Furthermore, when a democratically elected government refuses reasonable wage demands and other conditions of service improvements what message does it send to the private sector when they have such negotiations? The international trends here too tend to lead to a tougher stance adopted by these employers. Overall labour relations tend to suffer and the acrimony does not end when finally a settlement not on favourable terms to workers is reached. No, the unresolved tensions get transferred to the workplace, with strained relations affecting morale, productivity and absenteeism. In fact the whole of society, beyond the workplace, suffers hugely from public sector strikes, and often the damage lasts long and gets carried into the next year’s negotiations.

On the whole it would appear that while the government might think they gain financially by adopting a tough and unyielding stance during negotiations the fact is that they lose -and potentially more – in the areas mentioned, losses which go beyond financial calculations. The earlier lengthy, damaging and costly public sector strikes in both the UK and this country should elicit a more open, progressive and preventative stance by the government, but it has not, unfortunately because of the severe fiscal constraints neo-liberalism has placed it under. The same fiscal constraints determine poor municipal standards of services, based on the barest minimalism, retrenchments in the public sector, lack of basic equipment in schools and hospitals and poor maintenance.

And it is patently unfair for the government to annually in advance budget a fixed percentage increase, because negotiation is hamstrung from the outset by such pre-determined and often unyielding limits or minor and token shifts, which contradicts the purpose and spirit of negotiations. Flexibility, especially in the main wage component, is necessary, especially when lack of progress on this key point not only delays reaching agreement on other conditions of service demands but negatively affects settlement on these, especially when negotiations are approached as a total package.

It is furthermore deeply ironical that while President Thabo Mbeki, ministers and other senior politicians – employed by the state – have been awarded huge increases recently by a special commission, the unions have been told that the government can only offer less than half – 5.7 percent – of their wage demand of 12 percent. Other demands were rejected outright. On top of this, the government wants to secure a 4-year agreement at such a low base.
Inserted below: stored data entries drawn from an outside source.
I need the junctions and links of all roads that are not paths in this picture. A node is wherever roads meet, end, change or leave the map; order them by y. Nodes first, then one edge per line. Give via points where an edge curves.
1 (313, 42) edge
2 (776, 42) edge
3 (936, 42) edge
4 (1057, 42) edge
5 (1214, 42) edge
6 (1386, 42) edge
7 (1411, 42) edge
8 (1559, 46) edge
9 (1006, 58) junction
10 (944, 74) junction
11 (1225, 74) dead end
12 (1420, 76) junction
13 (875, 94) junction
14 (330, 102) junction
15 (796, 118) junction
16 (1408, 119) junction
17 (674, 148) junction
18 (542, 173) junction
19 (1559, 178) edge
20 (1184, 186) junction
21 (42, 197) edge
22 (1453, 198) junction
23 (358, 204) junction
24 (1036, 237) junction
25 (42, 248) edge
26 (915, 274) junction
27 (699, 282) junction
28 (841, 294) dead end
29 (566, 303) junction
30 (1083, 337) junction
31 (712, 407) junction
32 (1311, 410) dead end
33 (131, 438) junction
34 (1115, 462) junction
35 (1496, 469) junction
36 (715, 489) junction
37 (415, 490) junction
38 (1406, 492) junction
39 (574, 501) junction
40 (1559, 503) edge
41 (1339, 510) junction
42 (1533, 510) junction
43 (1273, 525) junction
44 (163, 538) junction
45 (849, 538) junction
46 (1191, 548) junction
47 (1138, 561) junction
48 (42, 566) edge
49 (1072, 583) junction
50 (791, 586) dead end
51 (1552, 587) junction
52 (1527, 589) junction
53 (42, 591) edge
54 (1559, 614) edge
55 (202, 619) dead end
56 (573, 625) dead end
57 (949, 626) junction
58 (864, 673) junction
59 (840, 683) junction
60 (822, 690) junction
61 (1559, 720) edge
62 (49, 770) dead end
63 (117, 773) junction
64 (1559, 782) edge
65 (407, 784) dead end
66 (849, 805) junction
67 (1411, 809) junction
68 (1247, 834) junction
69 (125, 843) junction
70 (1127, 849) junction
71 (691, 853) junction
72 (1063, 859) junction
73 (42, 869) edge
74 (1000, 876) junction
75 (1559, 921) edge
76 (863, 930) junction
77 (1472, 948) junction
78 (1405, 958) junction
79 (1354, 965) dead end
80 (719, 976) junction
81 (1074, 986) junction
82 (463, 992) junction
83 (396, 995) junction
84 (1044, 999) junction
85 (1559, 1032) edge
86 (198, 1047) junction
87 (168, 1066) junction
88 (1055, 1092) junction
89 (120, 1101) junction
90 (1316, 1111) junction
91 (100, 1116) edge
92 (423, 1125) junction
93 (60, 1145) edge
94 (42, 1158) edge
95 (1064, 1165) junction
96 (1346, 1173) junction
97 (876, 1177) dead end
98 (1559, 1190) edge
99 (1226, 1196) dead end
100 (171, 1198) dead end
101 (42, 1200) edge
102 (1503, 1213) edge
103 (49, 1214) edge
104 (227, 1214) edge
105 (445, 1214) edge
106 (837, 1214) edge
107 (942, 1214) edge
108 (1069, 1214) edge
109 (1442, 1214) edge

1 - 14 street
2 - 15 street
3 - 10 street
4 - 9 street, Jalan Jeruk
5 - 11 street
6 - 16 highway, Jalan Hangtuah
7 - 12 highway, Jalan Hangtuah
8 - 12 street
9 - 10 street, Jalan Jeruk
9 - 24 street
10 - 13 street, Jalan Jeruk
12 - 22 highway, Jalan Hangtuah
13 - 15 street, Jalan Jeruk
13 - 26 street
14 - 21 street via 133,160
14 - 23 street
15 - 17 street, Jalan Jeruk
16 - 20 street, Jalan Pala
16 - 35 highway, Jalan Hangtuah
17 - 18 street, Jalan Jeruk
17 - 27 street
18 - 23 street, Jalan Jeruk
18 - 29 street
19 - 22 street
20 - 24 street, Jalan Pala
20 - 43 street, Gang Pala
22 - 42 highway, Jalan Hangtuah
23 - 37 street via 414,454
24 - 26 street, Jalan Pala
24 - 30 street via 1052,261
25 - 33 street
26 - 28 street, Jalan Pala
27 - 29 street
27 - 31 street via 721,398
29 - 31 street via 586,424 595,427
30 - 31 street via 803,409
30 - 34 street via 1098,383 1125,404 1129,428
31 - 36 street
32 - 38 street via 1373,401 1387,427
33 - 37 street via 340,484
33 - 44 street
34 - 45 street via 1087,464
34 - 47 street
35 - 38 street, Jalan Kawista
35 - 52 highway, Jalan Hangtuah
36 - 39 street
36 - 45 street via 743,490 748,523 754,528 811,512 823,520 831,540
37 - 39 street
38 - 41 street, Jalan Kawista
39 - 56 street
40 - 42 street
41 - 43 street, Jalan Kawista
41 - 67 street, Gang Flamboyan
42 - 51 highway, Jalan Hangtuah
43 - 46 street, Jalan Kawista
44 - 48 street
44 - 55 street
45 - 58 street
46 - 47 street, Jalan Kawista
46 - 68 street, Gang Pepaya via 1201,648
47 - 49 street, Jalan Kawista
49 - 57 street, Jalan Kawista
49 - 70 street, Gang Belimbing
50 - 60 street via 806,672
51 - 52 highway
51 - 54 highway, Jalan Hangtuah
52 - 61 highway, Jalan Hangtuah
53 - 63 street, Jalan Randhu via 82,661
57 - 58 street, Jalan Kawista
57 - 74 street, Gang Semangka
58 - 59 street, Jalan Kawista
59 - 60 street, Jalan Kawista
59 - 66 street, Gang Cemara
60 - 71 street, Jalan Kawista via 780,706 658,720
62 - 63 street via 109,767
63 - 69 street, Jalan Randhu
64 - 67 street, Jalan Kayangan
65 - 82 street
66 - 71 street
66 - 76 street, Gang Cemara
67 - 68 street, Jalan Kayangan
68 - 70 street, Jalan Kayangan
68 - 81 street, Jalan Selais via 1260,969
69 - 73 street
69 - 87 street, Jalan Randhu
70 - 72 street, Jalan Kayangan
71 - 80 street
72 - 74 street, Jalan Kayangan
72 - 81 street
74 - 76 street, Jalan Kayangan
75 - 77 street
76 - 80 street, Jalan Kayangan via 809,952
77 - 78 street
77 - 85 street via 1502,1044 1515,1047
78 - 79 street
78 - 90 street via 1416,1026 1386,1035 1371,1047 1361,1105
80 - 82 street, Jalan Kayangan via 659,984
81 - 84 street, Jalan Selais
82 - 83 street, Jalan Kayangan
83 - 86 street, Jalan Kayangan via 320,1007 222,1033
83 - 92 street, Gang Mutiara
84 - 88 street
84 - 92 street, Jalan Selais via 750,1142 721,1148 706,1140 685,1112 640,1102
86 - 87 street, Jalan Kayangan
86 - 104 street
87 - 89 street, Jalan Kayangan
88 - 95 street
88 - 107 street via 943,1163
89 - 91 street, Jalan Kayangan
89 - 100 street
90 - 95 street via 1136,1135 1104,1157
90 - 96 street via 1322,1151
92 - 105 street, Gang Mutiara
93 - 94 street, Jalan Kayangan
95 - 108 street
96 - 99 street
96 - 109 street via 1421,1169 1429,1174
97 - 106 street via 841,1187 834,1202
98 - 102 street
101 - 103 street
Instead of working with unions to build a strong public sector – amidst ongoing pressures to commercialise and privatise more of its activities – we have yet another strike looming on the horizon. Let us hope that a more sensible approach by the government in the weeks ahead can prevent the strike that appears imminent. After all, public sector workers and their families have already suffered much from massive retrenchments over the past few years, from which they have yet to recover, and the daily pressures of staff shortages and resultant overwork. They fully deserve a much better wage offer that that currently on the table. If there is a strike the government must take responsibility for it and whatever consequences that leads to.

Ebrahim Harvey is a political writer and former COSATU unionist.